→ Task statement
Report every line of the data where the string "Betancur" appears.

→ Task input

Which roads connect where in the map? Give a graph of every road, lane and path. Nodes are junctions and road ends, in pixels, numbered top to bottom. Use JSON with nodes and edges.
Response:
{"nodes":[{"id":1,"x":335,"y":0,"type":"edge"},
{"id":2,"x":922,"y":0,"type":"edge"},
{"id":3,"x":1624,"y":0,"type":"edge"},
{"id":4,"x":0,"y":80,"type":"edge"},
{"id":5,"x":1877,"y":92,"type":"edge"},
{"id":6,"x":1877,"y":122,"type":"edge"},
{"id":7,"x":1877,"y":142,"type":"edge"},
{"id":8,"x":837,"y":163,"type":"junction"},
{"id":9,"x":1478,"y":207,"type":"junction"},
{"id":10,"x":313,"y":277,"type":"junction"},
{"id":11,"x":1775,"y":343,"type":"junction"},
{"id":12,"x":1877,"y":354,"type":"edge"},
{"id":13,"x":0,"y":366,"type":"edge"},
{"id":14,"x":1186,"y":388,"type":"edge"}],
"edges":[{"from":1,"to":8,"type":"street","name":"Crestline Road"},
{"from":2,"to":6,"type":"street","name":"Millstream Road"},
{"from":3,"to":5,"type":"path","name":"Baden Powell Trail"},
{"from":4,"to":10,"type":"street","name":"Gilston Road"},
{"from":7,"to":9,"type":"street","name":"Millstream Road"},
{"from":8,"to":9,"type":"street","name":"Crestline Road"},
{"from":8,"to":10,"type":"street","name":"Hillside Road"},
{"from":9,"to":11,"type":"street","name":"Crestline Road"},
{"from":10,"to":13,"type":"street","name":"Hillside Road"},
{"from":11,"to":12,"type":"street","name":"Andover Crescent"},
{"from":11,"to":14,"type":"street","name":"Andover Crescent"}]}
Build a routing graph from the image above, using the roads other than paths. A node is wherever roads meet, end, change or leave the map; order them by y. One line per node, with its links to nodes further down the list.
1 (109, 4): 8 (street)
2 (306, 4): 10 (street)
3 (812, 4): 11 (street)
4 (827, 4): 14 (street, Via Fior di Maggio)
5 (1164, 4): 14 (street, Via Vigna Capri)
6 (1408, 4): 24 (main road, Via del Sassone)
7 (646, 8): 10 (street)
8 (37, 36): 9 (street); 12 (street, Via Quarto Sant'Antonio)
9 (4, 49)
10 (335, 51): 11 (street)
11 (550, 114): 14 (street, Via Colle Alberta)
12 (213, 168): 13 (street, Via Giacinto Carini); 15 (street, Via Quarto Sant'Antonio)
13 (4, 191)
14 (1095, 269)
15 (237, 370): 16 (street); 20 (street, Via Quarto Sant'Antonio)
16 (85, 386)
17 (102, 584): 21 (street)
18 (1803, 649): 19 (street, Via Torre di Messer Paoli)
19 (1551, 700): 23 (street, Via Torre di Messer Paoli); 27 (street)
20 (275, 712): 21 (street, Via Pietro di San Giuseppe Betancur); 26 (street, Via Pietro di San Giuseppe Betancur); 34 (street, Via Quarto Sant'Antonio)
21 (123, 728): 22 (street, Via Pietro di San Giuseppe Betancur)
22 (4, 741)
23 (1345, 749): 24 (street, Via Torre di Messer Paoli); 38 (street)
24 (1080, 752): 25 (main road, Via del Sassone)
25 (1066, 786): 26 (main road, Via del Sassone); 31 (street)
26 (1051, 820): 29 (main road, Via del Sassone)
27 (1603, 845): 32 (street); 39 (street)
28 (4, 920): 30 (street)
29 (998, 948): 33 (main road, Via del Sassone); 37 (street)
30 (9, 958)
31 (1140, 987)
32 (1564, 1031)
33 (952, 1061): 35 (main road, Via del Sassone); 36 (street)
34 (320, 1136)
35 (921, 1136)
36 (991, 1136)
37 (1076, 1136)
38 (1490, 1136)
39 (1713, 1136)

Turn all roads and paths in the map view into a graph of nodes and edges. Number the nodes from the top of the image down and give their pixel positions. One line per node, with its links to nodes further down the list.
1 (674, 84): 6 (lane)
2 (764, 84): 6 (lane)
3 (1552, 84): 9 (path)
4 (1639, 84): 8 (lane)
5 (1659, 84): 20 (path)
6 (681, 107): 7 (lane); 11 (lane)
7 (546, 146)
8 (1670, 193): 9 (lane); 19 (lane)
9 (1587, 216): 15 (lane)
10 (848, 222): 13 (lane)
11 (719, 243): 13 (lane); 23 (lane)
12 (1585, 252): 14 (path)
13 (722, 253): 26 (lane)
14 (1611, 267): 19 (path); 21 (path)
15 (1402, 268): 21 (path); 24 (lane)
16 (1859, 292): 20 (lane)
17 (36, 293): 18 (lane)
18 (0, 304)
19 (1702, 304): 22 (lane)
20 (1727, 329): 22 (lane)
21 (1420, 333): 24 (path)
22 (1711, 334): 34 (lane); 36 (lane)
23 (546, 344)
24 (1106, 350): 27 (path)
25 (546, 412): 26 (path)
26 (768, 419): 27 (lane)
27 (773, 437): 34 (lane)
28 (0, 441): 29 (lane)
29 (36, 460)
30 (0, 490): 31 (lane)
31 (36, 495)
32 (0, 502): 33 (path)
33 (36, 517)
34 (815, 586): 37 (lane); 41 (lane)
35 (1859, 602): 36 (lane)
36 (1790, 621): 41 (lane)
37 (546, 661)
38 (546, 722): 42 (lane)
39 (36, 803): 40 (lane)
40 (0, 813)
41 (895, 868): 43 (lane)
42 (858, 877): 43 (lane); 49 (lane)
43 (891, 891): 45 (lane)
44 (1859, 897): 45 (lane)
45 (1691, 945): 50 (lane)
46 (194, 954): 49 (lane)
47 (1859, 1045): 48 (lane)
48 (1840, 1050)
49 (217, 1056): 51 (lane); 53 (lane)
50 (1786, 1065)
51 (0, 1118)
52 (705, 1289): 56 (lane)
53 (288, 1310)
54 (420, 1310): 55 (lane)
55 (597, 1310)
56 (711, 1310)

→ Reply
20 (275, 712): 21 (street, Via Pietro di San Giuseppe Betancur); 26 (street, Via Pietro di San Giuseppe Betancur); 34 (street, Via Quarto Sant'Antonio)
21 (123, 728): 22 (street, Via Pietro di San Giuseppe Betancur)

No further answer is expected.